The decision by Judge Tanya S. Chutkan, issued at a contentious hearing in Federal District Court in Washington, to start the trial on March 4 potentially brought it into conflict with two other trials that Mr. Trump is facing that month.
The district attorney in Fulton County, Ga., has proposed taking Mr. Trump to trial on charges of tampering with the election in that state on the same day. A second trial in Manhattan, in which Mr. Trump has been accused of more than 30 felonies connected to hush-money payments to a porn actress in the run-up the 2016 election, is set to go to trial on March 25.
While Judge Chutkan noted that she had already spoken to the judge in the Manhattan case, the fact that three of the four criminal cases confronting Mr. Trump could go before separate juries in separate cities within weeks of one another reflects the extraordinary nature of the former president’s legal situation.
The Complexity of Trump’s Legal Woes
Mr. Trump has now been indicted four times in four places — Washington, New York, Atlanta and Fort Pierce, Fla. — and prosecutors from across the country have been jockeying for position.
All of them are trying to find time for their trials not only in relation to one another, but also against the backdrop of Mr. Trump’s crowded calendar as the candidate leading the field for the Republican Party’s 2024 presidential nomination.
Mr. Trump has made no secret in conversations with his aides that he would like to solve his uniquely complicated legal woes by winning the election.
If either of his two federal trials is delayed until after the race and Mr. Trump prevails, he could seek to pardon himself after taking office or have his attorney general dismiss the matters altogether.

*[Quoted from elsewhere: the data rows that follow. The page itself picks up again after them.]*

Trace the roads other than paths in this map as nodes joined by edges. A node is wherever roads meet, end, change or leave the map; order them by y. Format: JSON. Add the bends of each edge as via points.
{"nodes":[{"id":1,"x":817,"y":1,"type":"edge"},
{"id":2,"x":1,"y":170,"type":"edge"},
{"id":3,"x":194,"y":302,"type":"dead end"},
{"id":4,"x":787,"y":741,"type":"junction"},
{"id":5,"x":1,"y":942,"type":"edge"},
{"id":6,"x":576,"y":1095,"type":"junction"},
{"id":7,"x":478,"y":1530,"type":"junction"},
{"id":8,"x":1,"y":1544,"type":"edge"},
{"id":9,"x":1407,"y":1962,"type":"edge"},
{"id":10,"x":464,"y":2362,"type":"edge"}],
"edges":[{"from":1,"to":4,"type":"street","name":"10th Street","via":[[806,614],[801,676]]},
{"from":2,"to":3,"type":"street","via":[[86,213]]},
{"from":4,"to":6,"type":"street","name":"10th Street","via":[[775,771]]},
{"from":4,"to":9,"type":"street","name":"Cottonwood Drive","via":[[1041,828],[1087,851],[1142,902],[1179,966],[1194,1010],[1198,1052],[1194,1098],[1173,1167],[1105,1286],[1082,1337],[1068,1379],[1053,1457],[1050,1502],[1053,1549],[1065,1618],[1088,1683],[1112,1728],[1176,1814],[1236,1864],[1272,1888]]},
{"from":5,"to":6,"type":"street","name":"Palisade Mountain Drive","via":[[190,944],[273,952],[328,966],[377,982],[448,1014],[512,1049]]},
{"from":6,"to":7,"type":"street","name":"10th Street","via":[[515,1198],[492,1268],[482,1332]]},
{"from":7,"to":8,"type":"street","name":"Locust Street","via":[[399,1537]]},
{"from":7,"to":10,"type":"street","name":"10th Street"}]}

In remarks from the bench, Judge Chutkan, who was appointed by President Barack Obama, played down arguments made by Mr. Trump’s lawyers that they needed until April 2026 to prepare for the trial given the voluminous amount of discovery they will have to sort through.
The judge also noted that while she understood that Mr. Trump had both other trial dates scheduled next year and, at the same time, was running for the country’s highest office, she was not going to let the intersection of his legal troubles and his political campaign get in the way of setting a date.
“Mr. Trump, like any defendant, will have to make the trial date work regardless of his schedule,” Judge Chutkan said, adding that “there is a societal interest to a speedy trial.”